O artigo que publicamos a seguir, baseado nas experiências dos últimos 40 anos, analisa e critica a forma como o partido alemão “Os Verdes” se transformou dum partido pacifista num partido belicista e apoiante da OTAN, desde que chegou ao poder, isto é, ao governo federal da Alemanha (através da participação numa coligação com os social-democratas entre 1998-2005, e com os social-democratas e os liberais a partir de 2021).


Leo Ensel (*) para a publicação online Infosperber

O partido dos “Verdes” não tem hoje nada em comum – nem sequer o nome — com o partido que entrou para o Parlamento Federal da Alemanha (Bundestag) em 1983. Uma crítica póstuma.

Votou nos Verdes durante trinta anos, mas deixou de o fazer há dez: O escritor e jornalista Leo Ensel é um investigador de conflitos especializado na região pós-soviética.

Caros Verdes,

a vossa política, que durante as últimas duas décadas e meia não teve nada, absolutamente nada, a ver com as vossas raízes do movimento pacifista dos anos 80 – um facto que aparentemente parece incomodar muito pouca gente; e do qual, na verdade, também muito pouca gente se apercebe — é pura e simplesmente insuportável.
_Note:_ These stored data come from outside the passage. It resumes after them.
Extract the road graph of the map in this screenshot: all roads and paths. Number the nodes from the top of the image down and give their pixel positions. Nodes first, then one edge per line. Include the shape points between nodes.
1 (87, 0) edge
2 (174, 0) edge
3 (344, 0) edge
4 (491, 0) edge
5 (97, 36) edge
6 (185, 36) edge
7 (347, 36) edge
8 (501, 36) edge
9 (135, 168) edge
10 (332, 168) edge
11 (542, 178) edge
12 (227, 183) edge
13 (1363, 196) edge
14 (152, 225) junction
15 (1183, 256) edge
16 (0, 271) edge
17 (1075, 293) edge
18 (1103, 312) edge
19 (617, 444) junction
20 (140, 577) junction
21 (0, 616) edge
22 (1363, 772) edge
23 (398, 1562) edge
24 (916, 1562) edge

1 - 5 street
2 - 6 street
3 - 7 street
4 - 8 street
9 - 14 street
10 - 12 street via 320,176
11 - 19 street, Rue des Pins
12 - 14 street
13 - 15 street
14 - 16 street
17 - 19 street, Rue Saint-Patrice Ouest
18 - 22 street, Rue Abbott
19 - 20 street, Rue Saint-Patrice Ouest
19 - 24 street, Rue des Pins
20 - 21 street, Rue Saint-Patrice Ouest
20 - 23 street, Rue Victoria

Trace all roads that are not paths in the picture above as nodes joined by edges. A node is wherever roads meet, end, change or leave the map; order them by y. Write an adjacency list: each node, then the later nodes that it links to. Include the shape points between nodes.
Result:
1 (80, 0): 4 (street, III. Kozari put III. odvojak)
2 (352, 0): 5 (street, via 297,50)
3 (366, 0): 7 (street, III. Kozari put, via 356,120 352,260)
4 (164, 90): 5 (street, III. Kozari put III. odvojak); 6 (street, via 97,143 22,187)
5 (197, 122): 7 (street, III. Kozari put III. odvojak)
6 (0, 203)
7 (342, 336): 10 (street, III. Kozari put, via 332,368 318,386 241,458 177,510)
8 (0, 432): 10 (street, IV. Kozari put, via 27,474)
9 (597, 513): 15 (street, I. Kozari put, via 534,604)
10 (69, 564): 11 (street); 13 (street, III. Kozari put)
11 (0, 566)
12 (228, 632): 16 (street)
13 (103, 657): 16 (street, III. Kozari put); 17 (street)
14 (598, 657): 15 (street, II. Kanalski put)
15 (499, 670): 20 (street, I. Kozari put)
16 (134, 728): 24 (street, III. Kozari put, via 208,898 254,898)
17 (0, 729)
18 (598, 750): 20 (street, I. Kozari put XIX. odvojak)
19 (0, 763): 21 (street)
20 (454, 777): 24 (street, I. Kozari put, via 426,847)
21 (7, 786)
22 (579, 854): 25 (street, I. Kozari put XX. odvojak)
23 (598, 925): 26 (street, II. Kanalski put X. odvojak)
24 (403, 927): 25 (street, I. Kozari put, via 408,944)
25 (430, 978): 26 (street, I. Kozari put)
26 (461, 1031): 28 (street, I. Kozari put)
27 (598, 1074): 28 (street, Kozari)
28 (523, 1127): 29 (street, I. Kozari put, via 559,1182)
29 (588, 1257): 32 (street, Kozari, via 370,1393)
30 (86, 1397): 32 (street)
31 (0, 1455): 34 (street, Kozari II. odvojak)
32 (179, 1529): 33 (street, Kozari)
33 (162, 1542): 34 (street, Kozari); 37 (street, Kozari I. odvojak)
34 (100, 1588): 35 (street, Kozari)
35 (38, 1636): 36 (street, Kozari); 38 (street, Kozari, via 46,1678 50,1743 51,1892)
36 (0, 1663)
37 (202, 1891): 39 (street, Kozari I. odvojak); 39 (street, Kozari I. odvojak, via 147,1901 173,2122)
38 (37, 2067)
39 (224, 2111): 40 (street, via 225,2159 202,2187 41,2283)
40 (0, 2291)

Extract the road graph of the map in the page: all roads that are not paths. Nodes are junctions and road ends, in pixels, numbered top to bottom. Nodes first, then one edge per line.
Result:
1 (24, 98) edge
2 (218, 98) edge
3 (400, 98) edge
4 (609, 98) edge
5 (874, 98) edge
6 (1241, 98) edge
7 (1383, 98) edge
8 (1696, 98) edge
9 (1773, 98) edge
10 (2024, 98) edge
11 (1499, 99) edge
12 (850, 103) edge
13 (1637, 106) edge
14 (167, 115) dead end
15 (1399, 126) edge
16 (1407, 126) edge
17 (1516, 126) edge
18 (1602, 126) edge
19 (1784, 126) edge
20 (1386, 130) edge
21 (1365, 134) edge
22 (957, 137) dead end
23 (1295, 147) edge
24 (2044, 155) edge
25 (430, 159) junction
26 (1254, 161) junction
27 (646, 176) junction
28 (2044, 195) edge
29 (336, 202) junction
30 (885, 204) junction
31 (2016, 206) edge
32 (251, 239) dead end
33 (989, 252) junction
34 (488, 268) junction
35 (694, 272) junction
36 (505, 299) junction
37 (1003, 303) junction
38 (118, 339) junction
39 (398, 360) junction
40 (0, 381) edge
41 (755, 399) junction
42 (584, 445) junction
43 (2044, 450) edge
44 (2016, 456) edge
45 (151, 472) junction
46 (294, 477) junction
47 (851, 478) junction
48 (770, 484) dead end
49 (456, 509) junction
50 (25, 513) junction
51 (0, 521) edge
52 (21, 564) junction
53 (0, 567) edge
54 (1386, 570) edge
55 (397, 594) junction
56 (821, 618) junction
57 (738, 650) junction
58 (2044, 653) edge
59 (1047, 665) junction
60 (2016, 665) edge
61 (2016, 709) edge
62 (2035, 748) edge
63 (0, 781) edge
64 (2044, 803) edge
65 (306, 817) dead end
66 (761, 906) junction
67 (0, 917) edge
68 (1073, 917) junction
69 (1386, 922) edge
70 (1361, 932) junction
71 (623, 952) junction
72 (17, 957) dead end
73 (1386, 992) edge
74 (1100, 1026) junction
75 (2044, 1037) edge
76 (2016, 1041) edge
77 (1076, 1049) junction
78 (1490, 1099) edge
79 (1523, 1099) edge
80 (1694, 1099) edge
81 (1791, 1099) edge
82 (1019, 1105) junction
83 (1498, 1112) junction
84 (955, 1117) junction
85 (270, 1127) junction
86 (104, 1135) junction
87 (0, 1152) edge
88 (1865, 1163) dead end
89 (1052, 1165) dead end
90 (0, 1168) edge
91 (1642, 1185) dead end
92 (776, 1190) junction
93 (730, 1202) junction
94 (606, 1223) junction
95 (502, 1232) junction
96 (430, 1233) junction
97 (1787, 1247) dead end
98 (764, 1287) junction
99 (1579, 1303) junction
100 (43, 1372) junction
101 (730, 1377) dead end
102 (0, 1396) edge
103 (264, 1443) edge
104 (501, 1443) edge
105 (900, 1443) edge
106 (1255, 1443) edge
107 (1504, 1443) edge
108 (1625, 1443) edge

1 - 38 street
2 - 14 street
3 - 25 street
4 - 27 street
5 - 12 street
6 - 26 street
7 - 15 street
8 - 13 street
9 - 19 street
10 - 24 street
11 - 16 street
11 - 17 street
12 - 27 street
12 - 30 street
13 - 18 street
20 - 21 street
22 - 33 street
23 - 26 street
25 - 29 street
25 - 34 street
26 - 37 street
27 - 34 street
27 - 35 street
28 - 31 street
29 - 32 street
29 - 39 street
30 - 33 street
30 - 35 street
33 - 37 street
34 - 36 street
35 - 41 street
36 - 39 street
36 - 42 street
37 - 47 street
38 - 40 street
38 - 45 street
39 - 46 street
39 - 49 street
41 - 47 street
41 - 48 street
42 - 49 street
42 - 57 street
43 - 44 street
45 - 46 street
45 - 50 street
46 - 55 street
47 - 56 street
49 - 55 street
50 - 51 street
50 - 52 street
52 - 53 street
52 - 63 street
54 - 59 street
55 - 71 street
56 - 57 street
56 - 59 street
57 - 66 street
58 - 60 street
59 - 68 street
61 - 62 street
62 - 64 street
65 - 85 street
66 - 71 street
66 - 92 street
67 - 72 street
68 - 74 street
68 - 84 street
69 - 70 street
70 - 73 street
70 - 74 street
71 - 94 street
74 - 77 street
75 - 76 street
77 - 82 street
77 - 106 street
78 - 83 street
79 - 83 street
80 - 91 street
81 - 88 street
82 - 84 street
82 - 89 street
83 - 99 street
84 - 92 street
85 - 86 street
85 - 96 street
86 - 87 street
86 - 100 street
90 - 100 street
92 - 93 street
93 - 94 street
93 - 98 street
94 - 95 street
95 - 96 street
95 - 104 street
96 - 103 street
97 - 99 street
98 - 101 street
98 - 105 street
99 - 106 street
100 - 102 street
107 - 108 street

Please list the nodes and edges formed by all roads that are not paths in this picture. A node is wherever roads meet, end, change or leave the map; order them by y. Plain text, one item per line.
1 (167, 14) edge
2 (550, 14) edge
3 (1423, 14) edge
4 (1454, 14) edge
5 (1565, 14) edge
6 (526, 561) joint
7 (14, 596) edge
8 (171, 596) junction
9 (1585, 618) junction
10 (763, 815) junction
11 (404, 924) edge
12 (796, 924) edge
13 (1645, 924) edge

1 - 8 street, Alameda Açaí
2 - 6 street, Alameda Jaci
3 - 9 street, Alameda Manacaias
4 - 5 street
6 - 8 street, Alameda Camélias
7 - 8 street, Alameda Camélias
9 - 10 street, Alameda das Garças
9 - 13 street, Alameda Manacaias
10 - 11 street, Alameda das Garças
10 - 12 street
É uma política que grita por ser contradita. Em resumo: espero que vocês e a AfD [partido da extrema-direita na Alemanha] sofram um desastre retumbante, o vosso Waterloo, nas próximas eleições europeias! Dum modo geral, gostaria de vos ver de volta o mais rapidamente possível à merecida bancada da oposição no Bundestag. E isto vindo de alguém que votou em vós com tanta fidelidade e obediência durante 30 anos, como os meus pais anteriormente haviam votado na CDU [partido Cristão-Democrata da Alemanha].

Mas, nos últimos dez anos, isso acabou de vez para mim.

Uma nota breve sobre a minha pessoa: tal como centenas de milhares de outras pessoas, saí à rua na Alemanha Ocidental nos anos 80 e manifestei-me contra a instalação de mísseis nucleares de médio alcance que, numa “emergência”, poderiam ter arrasado todas as grandes cidades ocidentais da União Soviética em oito minutos, transformando milhões de cidadãos soviéticos em cadáveres, e provocando por sua vez um inferno nuclear na Europa Ocidental. Nessa altura, vocês eram a nossa esperança. Quando vocês entraram pela primeira vez no Bundestag, na Primavera de 1983, eram os representantes do movimento pacifista no Parlamento. E, naquele tempo, vocês deram um forte abanão no establishment – um facto que, ainda hoje, temos de reconhecer.

A Ecopaz

A “Ecopaz” („Ökopax“) era a palavra mágica na altura. Uma palavra que, infelizmente, há muito foi esquecida!

A ecologia, a luta contra a destruição do meio-ambiente, aliada à luta pela paz, ou seja, pelo desarmamento, pela superação dos blocos militares e por um mundo sem armas de destruição maciça, em suma: as lutas contra a destruição de todas as formas de vida no nosso planeta – seja através duma guerra ou “pacificamente” – estavam naquela altura naturalmente interligadas entre si, não só para vocês, mas também para todas as outras pessoas que se mostravam altamente preocupadas. Todos estavamos conscientes de que se tratava duma única e mesma batalha, mas em frentes diferentes.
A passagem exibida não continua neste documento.